HOW BAD IS THE LOSS FROM A LOCKOUT?

Most people have no idea that many kinds of spaces require expensive buildouts, the costs of which are entirely borne by tenants. If someone wants to start a restaurant, or a dentist or a beauty salon with a lot of plumbing, they are usually on the hook for hundreds of thousands of dollars in tenant improvement loans to construct their space.

The value of these buildouts are sometimes the only equity that these businesses have. If a landlord locks a tenant out, then that tenant cannot recoup their investment through the sale of their business. Instead, an owner would get a valuable space that would eventually be highly desirable and leasable, at no cost to the landlord to build out. We need to be sure that we are protecting the significant investment that restaurants, hair salons, and others have put into building out their space.
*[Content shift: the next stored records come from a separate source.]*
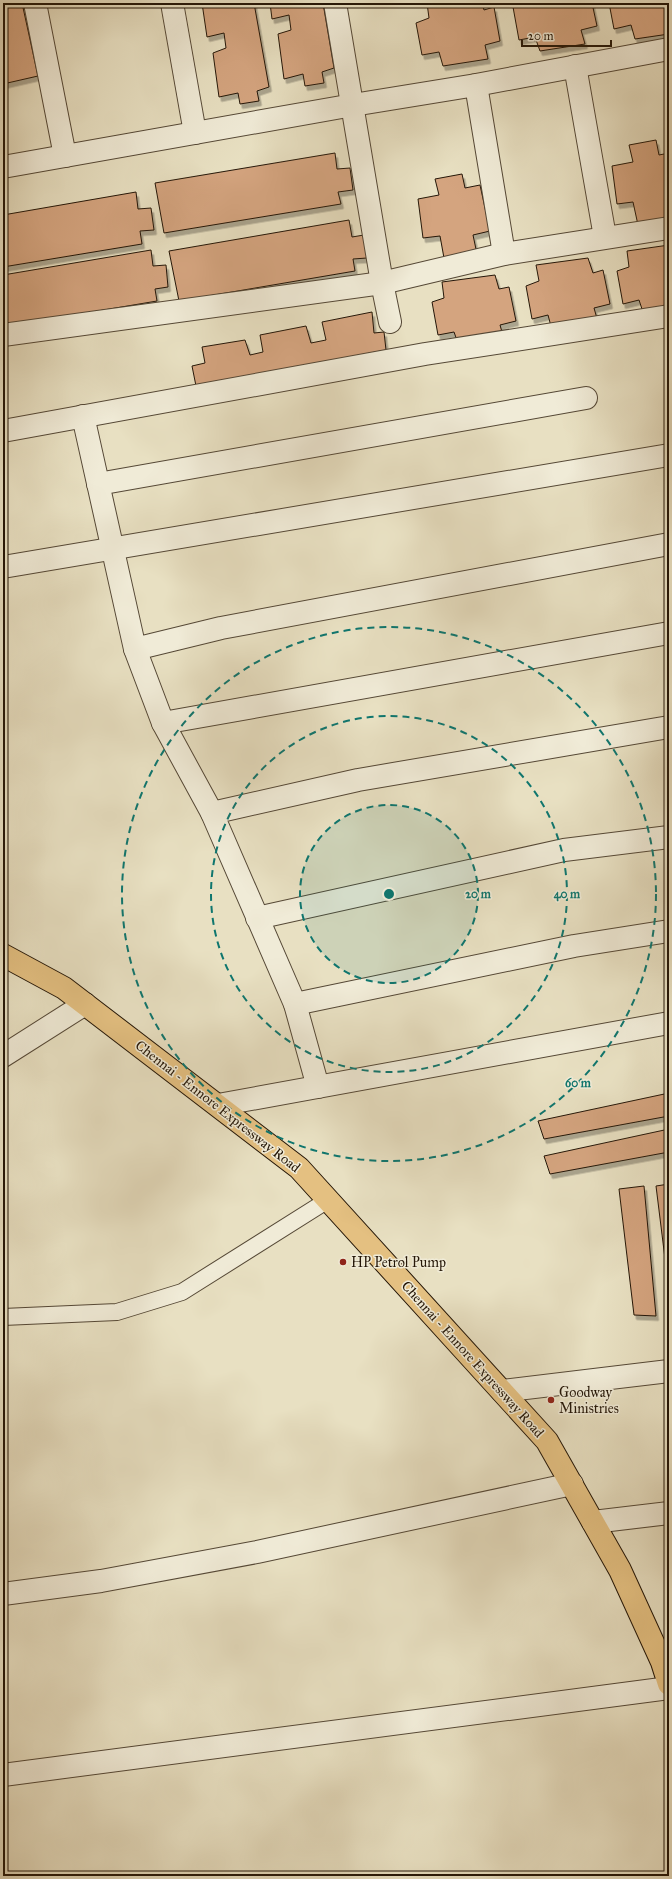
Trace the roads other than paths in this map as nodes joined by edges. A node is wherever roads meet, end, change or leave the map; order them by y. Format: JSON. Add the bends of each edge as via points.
{"nodes":[{"id":1,"x":35,"y":3,"type":"edge"},
{"id":2,"x":172,"y":3,"type":"edge"},
{"id":3,"x":335,"y":3,"type":"edge"},
{"id":4,"x":669,"y":49,"type":"edge"},
{"id":5,"x":575,"y":66,"type":"junction"},
{"id":6,"x":476,"y":85,"type":"junction"},
{"id":7,"x":353,"y":105,"type":"junction"},
{"id":8,"x":195,"y":133,"type":"junction"},
{"id":9,"x":65,"y":156,"type":"junction"},
{"id":10,"x":3,"y":167,"type":"edge"},
{"id":11,"x":669,"y":228,"type":"edge"},
{"id":12,"x":605,"y":237,"type":"junction"},
{"id":13,"x":504,"y":254,"type":"junction"},
{"id":14,"x":382,"y":283,"type":"junction"},
{"id":15,"x":669,"y":316,"type":"edge"},
{"id":16,"x":390,"y":322,"type":"dead end"},
{"id":17,"x":3,"y":335,"type":"edge"},
{"id":18,"x":586,"y":398,"type":"dead end"},
{"id":19,"x":83,"y":416,"type":"junction"},
{"id":20,"x":3,"y":431,"type":"edge"},
{"id":21,"x":669,"y":455,"type":"edge"},
{"id":22,"x":98,"y":484,"type":"junction"},
{"id":23,"x":669,"y":544,"type":"edge"},
{"id":24,"x":113,"y":549,"type":"junction"},
{"id":25,"x":3,"y":567,"type":"edge"},
{"id":26,"x":669,"y":633,"type":"edge"},
{"id":27,"x":135,"y":649,"type":"junction"},
{"id":28,"x":163,"y":723,"type":"junction"},
{"id":29,"x":669,"y":727,"type":"edge"},
{"id":30,"x":212,"y":813,"type":"junction"},
{"id":31,"x":669,"y":836,"type":"edge"},
{"id":32,"x":257,"y":918,"type":"junction"},
{"id":33,"x":669,"y":931,"type":"edge"},
{"id":34,"x":3,"y":956,"type":"edge"},
{"id":35,"x":85,"y":1004,"type":"junction"},
{"id":36,"x":295,"y":1004,"type":"junction"},
{"id":37,"x":669,"y":1023,"type":"edge"},
{"id":38,"x":3,"y":1056,"type":"edge"},
{"id":39,"x":318,"y":1087,"type":"junction"},
{"id":40,"x":218,"y":1105,"type":"junction"},
{"id":41,"x":328,"y":1200,"type":"junction"},
{"id":42,"x":3,"y":1317,"type":"edge"},
{"id":43,"x":669,"y":1371,"type":"edge"},
{"id":44,"x":502,"y":1391,"type":"junction"},
{"id":45,"x":572,"y":1484,"type":"junction"},
{"id":46,"x":669,"y":1513,"type":"edge"},
{"id":47,"x":593,"y":1522,"type":"junction"},
{"id":48,"x":3,"y":1594,"type":"edge"},
{"id":49,"x":668,"y":1681,"type":"edge"},
{"id":50,"x":3,"y":1775,"type":"edge"}],
"edges":[{"from":1,"to":9,"type":"street"},
{"from":2,"to":8,"type":"street"},
{"from":3,"to":7,"type":"street"},
{"from":4,"to":5,"type":"street"},
{"from":5,"to":6,"type":"street"},
{"from":5,"to":12,"type":"street"},
{"from":6,"to":7,"type":"street"},
{"from":6,"to":13,"type":"street"},
{"from":7,"to":8,"type":"street"},
{"from":7,"to":14,"type":"street"},
{"from":8,"to":9,"type":"street"},
{"from":9,"to":10,"type":"street"},
{"from":11,"to":12,"type":"street"},
{"from":12,"to":13,"type":"street"},
{"from":13,"to":14,"type":"street"},
{"from":14,"to":16,"type":"street"},
{"from":14,"to":17,"type":"street"},
{"from":15,"to":19,"type":"street","via":[[425,354]]},
{"from":18,"to":22,"type":"street"},
{"from":19,"to":20,"type":"street"},
{"from":19,"to":22,"type":"street"},
{"from":21,"to":24,"type":"street"},
{"from":22,"to":24,"type":"street"},
{"from":23,"to":27,"type":"street","via":[[221,628]]},
{"from":24,"to":25,"type":"street"},
{"from":24,"to":27,"type":"street"},
{"from":26,"to":28,"type":"street"},
{"from":27,"to":28,"type":"street"},
{"from":28,"to":30,"type":"street"},
{"from":29,"to":30,"type":"street","via":[[358,780]]},
{"from":30,"to":32,"type":"street"},
{"from":31,"to":32,"type":"street","via":[[564,850]]},
{"from":32,"to":36,"type":"street"},
{"from":33,"to":36,"type":"street","via":[[574,946]]},
{"from":34,"to":35,"type":"main road","name":"Chennai - Ennore Expressway Road","via":[[64,988]]},
{"from":35,"to":38,"type":"street"},
{"from":35,"to":40,"type":"main road","name":"Chennai - Ennore Expressway Road"},
{"from":36,"to":39,"type":"street"},
{"from":37,"to":39,"type":"street"},
{"from":39,"to":40,"type":"street"},
{"from":40,"to":41,"type":"main road","name":"Chennai - Ennore Expressway Road","via":[[299,1168]]},
{"from":41,"to":42,"type":"lane","via":[[182,1292],[117,1312]]},
{"from":41,"to":44,"type":"main road","name":"Chennai - Ennore Expressway Road"},
{"from":43,"to":44,"type":"street"},
{"from":44,"to":45,"type":"main road","name":"Chennai - Ennore Expressway Road","via":[[547,1441]]},
{"from":45,"to":47,"type":"main road","name":"Chennai - Ennore Expressway Road"},
{"from":45,"to":48,"type":"street","via":[[257,1552],[101,1581]]},
{"from":46,"to":47,"type":"street"},
{"from":47,"to":49,"type":"main road","name":"Chennai - Ennore Expressway Road","via":[[620,1570],[662,1662]]},
{"from":49,"to":50,"type":"street"}]}
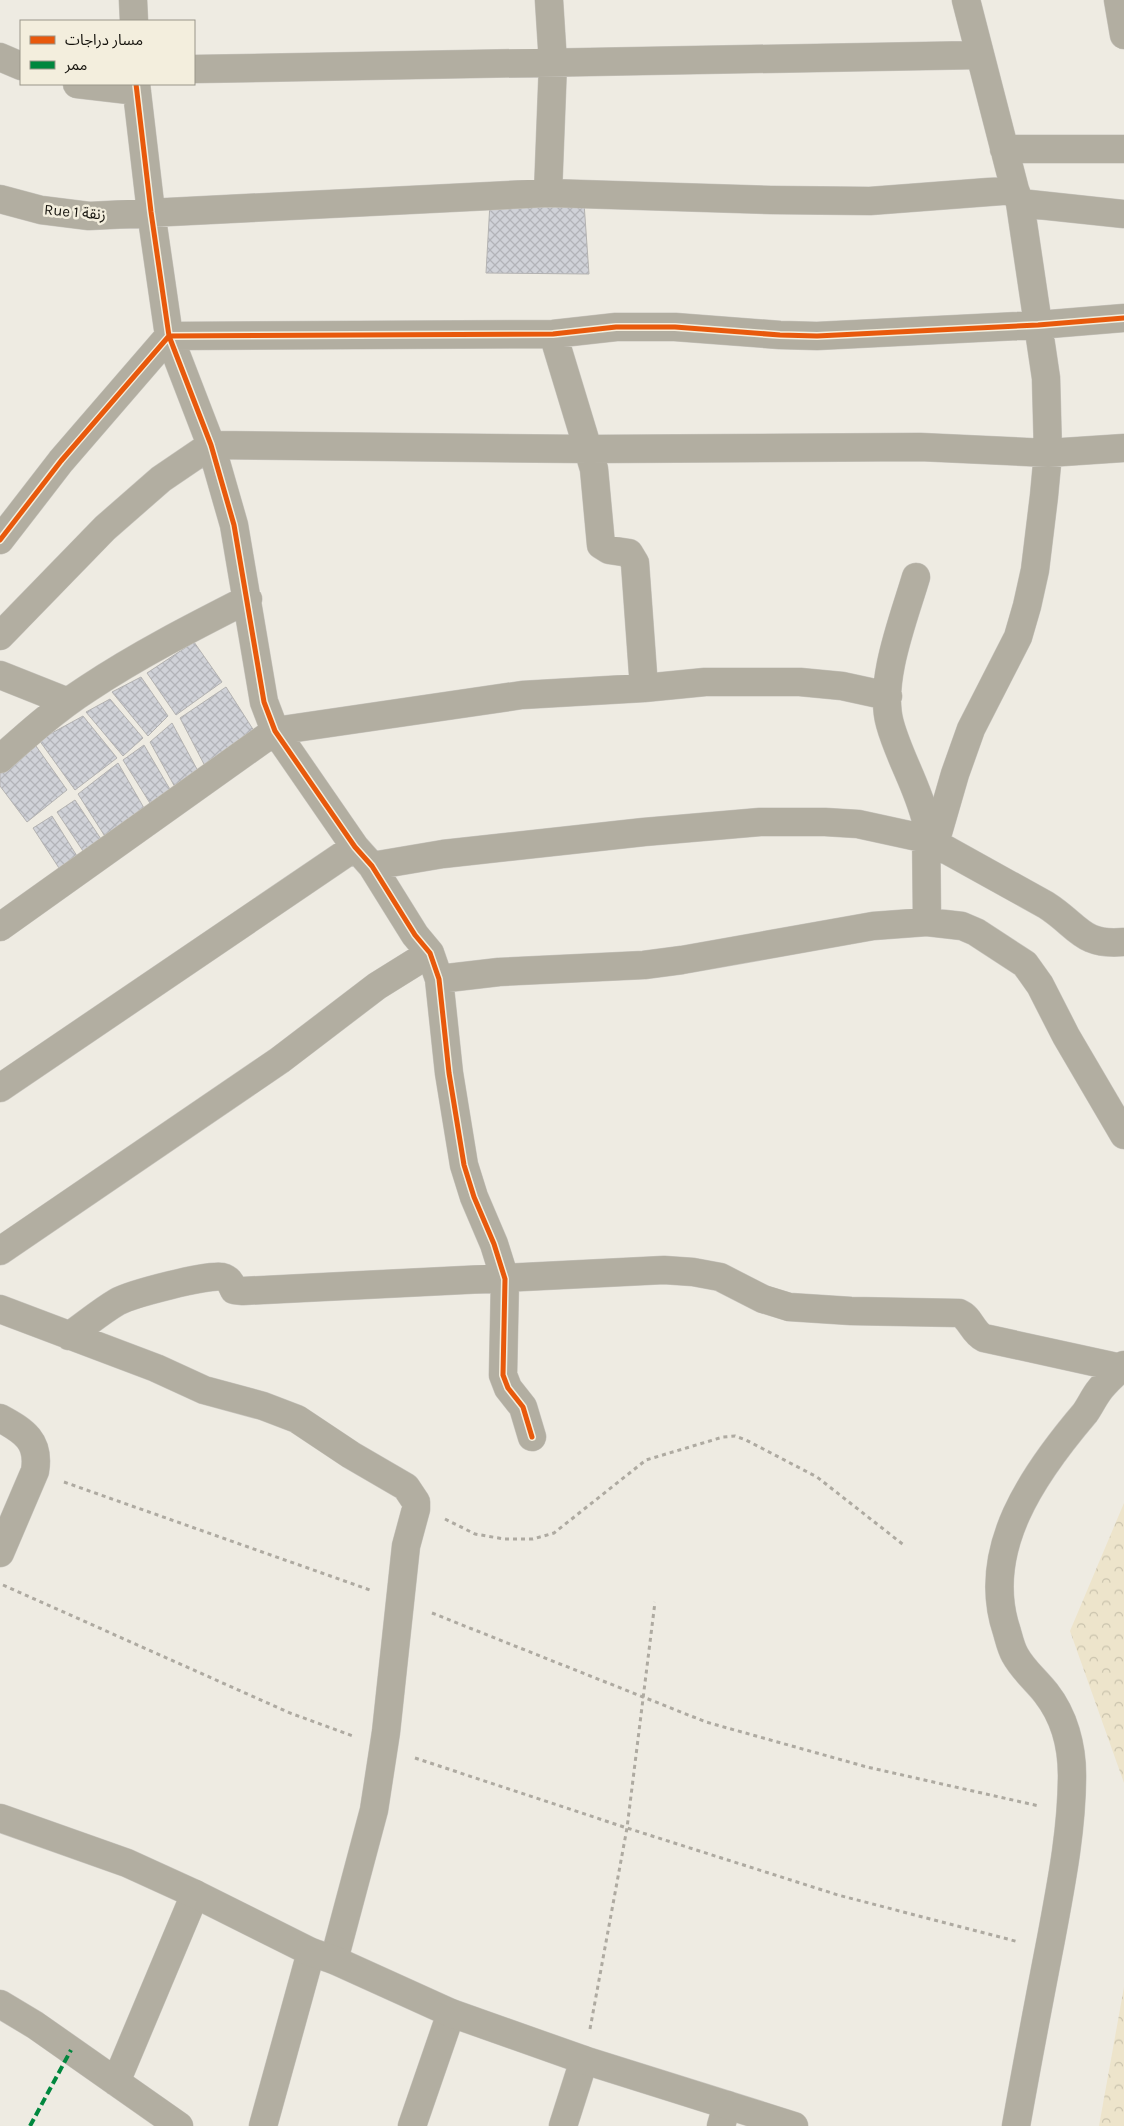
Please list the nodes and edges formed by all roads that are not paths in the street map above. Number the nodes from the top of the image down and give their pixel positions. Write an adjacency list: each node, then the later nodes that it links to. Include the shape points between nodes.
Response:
1 (133, 0): 5 (street)
2 (549, 0): 9 (street)
3 (966, 0): 7 (street)
4 (1118, 0): 6 (street)
5 (134, 20)
6 (1124, 35)
7 (980, 55): 9 (street); 14 (street)
8 (0, 57): 10 (street)
9 (553, 63): 11 (street); 16 (street)
10 (20, 66)
11 (195, 69)
12 (97, 85): 13 (street)
13 (137, 87): 19 (street)
14 (1004, 148): 15 (street); 17 (street)
15 (1124, 148)
16 (548, 193): 17 (street, Rue 1 زنقة, via 870,201); 19 (street, Rue 1 زنقة)
17 (1017, 197): 20 (street, Rue 1 زنقة); 22 (street)
18 (0, 199): 19 (street, Rue 1 زنقة, via 65,214 89,216)
19 (151, 212): 24 (street)
20 (1124, 214)
21 (1124, 318): 22 (street)
22 (1038, 325): 23 (street, via 817,336 656,327 616,327); 28 (street, via 1046,378)
23 (553, 334): 24 (street); 27 (street)
24 (169, 336): 25 (street); 29 (street, via 61,462)
25 (212, 445): 27 (street); 31 (street, via 234,525); 32 (street, via 162,479 105,528)
26 (1124, 448): 28 (street)
27 (589, 449): 28 (street, via 920,447); 34 (street, via 601,545 609,550 632,554 635,563)
28 (1048, 454): 39 (street, via 1027,606 1010,656 971,730)
29 (0, 540)
30 (916, 577): 35 (street, via 892,657)
31 (248, 599): 36 (street, via 162,644); 37 (street, via 264,702)
32 (0, 636)
33 (0, 675): 36 (street)
34 (644, 688): 35 (street, via 705,682 800,682 842,686); 37 (street, via 522,695)
35 (888, 696): 39 (street, via 889,721)
36 (68, 702): 38 (street)
37 (275, 731): 40 (street); 42 (street)
38 (0, 759)
39 (931, 841): 40 (street, via 858,824 760,822 443,854); 41 (street); 43 (street, via 1051,908 1089,939 1101,943)
40 (364, 857): 44 (street); 46 (street)
41 (927, 922): 45 (street, via 873,926 653,964 499,972); 47 (street, via 962,926 1025,964)
42 (0, 927)
43 (1124, 942)
44 (430, 953): 45 (street); 48 (street, via 377,986 280,1060)
45 (439, 979): 49 (street, via 449,1073 464,1165)
46 (0, 1088)
47 (1124, 1135)
48 (0, 1251)
49 (505, 1279): 51 (street, via 242,1291 234,1290 227,1278 210,1277 162,1287 118,1302); 52 (street, via 664,1270 693,1272 720,1278 763,1299 789,1307 959,1313 984,1338); 54 (street, via 503,1375 508,1388 521,1404)
50 (0, 1309): 51 (street)
51 (69, 1336): 58 (street, via 213,1393 297,1419 406,1487 416,1502 406,1546 374,1810)
52 (1122, 1367): 69 (street, via 1099,1391 1038,1472 1007,1537 1001,1563 998,1595 1002,1620 1014,1655 1047,1694 1060,1716 1070,1748 1072,1775 1064,1866)
53 (0, 1418): 55 (street, via 17,1427 30,1440 36,1455 36,1472)
54 (532, 1437)
55 (0, 1553)
56 (0, 1818): 57 (street, via 127,1863)
57 (195, 1894): 58 (street); 62 (street)
58 (322, 1956): 60 (street); 65 (street)
59 (0, 2004): 62 (street)
60 (451, 2013): 61 (street); 66 (street)
61 (584, 2060): 63 (street); 67 (street)
62 (116, 2082): 64 (street)
63 (724, 2116): 68 (street)
64 (179, 2126)
65 (264, 2126)
66 (412, 2126)
67 (563, 2126)
68 (794, 2126)
69 (1016, 2126)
I want to be clear that many property owners understand they are in business with their tenants (not in a legal sense, but in a “rising tide lifts all boats” sense). And there are great stories of landlords working with their tenants. But we have to protect small business from those who are not collaborative because the stakes are just too high.

This is not business as usual. This is not even a typical recession. This is an unprecedented halt to commercial activity for an unknown period of time. We need new tools. We need new approaches. And we need to make sure the most vulnerable among us are not trampled. For us to work together going forward, small businesses needs the spectre of eviction removed from the equation as we determine the most equitable way to put worldwide commerce on hold.